EXERCISE OBJECTIVE:
Could you print, exactly as they stand, the lines from the one holding "Extract the road graph of the street" to the end of the data below, and nothing more?
===== AVAILABLE DATA
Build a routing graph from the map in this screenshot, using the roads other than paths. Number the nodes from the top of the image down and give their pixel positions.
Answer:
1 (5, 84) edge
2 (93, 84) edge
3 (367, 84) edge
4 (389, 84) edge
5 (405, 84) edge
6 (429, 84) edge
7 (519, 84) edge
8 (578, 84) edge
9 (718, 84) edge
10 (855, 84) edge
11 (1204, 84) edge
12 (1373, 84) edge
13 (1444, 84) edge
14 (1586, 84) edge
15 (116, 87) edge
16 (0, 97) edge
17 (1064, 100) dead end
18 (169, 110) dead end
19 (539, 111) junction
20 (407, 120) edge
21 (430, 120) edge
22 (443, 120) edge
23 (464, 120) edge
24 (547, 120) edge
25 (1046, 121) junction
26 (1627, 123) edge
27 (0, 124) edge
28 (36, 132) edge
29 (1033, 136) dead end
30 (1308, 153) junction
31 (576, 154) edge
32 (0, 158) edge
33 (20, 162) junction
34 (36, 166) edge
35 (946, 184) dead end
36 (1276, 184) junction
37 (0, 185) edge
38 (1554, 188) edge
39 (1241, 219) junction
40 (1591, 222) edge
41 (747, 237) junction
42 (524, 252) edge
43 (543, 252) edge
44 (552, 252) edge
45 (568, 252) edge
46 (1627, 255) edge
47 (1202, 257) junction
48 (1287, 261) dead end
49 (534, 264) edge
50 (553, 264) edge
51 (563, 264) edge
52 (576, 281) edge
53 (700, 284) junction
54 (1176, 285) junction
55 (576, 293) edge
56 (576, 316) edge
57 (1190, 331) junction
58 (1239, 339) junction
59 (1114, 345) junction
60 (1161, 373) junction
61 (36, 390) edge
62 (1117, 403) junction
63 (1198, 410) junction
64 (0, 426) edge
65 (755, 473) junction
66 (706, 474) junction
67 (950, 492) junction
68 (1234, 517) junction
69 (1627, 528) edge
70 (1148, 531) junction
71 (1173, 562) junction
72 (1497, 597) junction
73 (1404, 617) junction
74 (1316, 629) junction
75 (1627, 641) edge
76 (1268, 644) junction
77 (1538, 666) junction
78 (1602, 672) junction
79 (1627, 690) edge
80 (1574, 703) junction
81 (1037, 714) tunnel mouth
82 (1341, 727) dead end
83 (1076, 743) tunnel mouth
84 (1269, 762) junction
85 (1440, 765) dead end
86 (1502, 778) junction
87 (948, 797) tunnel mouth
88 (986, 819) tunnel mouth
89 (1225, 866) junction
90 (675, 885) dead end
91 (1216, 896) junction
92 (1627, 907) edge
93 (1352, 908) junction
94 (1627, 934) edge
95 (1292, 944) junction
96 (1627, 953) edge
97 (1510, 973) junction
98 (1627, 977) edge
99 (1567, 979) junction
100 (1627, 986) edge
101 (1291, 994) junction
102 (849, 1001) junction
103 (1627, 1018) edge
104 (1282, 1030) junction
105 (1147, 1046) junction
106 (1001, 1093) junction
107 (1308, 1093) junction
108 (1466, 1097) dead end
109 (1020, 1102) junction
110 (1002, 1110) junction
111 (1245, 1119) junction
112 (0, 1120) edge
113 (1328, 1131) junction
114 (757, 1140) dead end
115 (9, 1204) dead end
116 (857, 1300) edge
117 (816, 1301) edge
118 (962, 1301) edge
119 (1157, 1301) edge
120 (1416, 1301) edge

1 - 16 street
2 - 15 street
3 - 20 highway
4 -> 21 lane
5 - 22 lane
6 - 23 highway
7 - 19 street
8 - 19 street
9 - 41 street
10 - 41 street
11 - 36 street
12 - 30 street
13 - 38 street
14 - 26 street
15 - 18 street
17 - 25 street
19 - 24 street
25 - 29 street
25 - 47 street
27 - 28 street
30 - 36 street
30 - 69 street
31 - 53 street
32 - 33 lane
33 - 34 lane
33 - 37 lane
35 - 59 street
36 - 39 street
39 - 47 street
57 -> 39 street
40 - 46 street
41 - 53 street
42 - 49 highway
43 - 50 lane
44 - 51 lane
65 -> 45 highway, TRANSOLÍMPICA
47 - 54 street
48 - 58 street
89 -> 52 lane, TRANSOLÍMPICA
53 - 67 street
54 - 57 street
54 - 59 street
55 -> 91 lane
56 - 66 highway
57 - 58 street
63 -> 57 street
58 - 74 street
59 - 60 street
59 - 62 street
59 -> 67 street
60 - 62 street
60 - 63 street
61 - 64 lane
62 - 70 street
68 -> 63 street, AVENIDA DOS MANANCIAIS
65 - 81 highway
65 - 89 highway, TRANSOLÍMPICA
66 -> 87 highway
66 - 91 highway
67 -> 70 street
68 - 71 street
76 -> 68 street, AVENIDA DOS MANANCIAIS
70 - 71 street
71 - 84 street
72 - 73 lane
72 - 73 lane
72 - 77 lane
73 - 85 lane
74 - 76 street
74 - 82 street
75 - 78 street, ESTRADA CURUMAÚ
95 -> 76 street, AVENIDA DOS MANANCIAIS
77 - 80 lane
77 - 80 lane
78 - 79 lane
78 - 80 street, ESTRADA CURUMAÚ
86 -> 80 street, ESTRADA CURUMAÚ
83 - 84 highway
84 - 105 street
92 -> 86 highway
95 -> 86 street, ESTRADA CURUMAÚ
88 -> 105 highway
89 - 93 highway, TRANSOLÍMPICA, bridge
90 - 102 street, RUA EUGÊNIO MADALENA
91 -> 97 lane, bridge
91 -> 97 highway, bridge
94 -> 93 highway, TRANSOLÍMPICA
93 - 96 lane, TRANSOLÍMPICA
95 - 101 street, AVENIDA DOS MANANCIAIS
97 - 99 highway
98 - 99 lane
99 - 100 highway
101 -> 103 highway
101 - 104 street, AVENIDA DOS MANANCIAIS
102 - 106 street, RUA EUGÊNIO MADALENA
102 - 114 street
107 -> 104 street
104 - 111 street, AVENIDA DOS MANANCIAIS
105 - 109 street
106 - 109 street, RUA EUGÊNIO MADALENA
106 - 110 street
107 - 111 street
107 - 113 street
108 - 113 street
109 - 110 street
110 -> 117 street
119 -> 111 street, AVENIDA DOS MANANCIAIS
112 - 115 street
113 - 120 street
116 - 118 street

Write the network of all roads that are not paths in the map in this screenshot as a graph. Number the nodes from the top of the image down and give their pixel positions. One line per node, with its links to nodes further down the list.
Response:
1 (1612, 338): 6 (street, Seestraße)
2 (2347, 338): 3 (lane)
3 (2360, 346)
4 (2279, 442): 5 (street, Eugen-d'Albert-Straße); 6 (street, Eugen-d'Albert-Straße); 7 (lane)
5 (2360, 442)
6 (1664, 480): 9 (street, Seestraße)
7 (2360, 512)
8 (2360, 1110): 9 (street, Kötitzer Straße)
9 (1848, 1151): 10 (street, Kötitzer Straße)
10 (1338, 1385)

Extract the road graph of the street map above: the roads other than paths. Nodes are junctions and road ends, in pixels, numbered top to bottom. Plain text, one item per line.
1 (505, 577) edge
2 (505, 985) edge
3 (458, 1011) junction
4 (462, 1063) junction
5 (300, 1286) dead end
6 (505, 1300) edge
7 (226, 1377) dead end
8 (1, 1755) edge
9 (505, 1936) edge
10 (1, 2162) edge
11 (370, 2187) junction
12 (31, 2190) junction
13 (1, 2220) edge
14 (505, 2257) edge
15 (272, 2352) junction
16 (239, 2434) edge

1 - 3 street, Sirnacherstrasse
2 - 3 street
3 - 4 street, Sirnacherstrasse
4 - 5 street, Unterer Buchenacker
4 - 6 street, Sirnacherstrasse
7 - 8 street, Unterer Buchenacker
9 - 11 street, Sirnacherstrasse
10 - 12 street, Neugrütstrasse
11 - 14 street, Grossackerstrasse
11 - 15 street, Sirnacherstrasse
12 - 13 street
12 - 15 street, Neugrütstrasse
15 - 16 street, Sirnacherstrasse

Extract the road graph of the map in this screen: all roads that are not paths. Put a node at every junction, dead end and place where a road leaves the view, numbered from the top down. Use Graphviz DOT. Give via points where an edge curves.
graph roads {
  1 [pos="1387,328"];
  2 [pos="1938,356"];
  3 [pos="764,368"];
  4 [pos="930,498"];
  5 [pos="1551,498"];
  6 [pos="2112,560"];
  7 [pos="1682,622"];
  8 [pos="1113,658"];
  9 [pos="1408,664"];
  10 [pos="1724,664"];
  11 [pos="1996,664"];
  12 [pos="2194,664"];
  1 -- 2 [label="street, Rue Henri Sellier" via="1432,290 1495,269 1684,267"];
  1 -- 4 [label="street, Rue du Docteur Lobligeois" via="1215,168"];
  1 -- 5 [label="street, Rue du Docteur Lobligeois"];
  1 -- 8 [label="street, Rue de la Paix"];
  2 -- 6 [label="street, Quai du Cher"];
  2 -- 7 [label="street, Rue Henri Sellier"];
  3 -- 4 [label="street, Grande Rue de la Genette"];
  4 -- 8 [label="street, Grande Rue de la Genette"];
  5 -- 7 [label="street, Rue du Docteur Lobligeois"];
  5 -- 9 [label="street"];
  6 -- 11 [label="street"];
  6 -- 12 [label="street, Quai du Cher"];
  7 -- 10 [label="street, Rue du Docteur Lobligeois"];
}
==========
YOUR RESPONSE:
Extract the road graph of the street map above: the roads other than paths. Nodes are junctions and road ends, in pixels, numbered top to bottom. Plain text, one item per line.
1 (505, 577) edge
2 (505, 985) edge
3 (458, 1011) junction
4 (462, 1063) junction
5 (300, 1286) dead end
6 (505, 1300) edge
7 (226, 1377) dead end
8 (1, 1755) edge
9 (505, 1936) edge
10 (1, 2162) edge
11 (370, 2187) junction
12 (31, 2190) junction
13 (1, 2220) edge
14 (505, 2257) edge
15 (272, 2352) junction
16 (239, 2434) edge

1 - 3 street, Sirnacherstrasse
2 - 3 street
3 - 4 street, Sirnacherstrasse
4 - 5 street, Unterer Buchenacker
4 - 6 street, Sirnacherstrasse
7 - 8 street, Unterer Buchenacker
9 - 11 street, Sirnacherstrasse
10 - 12 street, Neugrütstrasse
11 - 14 street, Grossackerstrasse
11 - 15 street, Sirnacherstrasse
12 - 13 street
12 - 15 street, Neugrütstrasse
15 - 16 street, Sirnacherstrasse

Extract the road graph of the map in this screen: all roads that are not paths. Put a node at every junction, dead end and place where a road leaves the view, numbered from the top down. Use Graphviz DOT. Give via points where an edge curves.
graph roads {
  1 [pos="1387,328"];
  2 [pos="1938,356"];
  3 [pos="764,368"];
  4 [pos="930,498"];
  5 [pos="1551,498"];
  6 [pos="2112,560"];
  7 [pos="1682,622"];
  8 [pos="1113,658"];
  9 [pos="1408,664"];
  10 [pos="1724,664"];
  11 [pos="1996,664"];
  12 [pos="2194,664"];
  1 -- 2 [label="street, Rue Henri Sellier" via="1432,290 1495,269 1684,267"];
  1 -- 4 [label="street, Rue du Docteur Lobligeois" via="1215,168"];
  1 -- 5 [label="street, Rue du Docteur Lobligeois"];
  1 -- 8 [label="street, Rue de la Paix"];
  2 -- 6 [label="street, Quai du Cher"];
  2 -- 7 [label="street, Rue Henri Sellier"];
  3 -- 4 [label="street, Grande Rue de la Genette"];
  4 -- 8 [label="street, Grande Rue de la Genette"];
  5 -- 7 [label="street, Rue du Docteur Lobligeois"];
  5 -- 9 [label="street"];
  6 -- 11 [label="street"];
  6 -- 12 [label="street, Quai du Cher"];
  7 -- 10 [label="street, Rue du Docteur Lobligeois"];
}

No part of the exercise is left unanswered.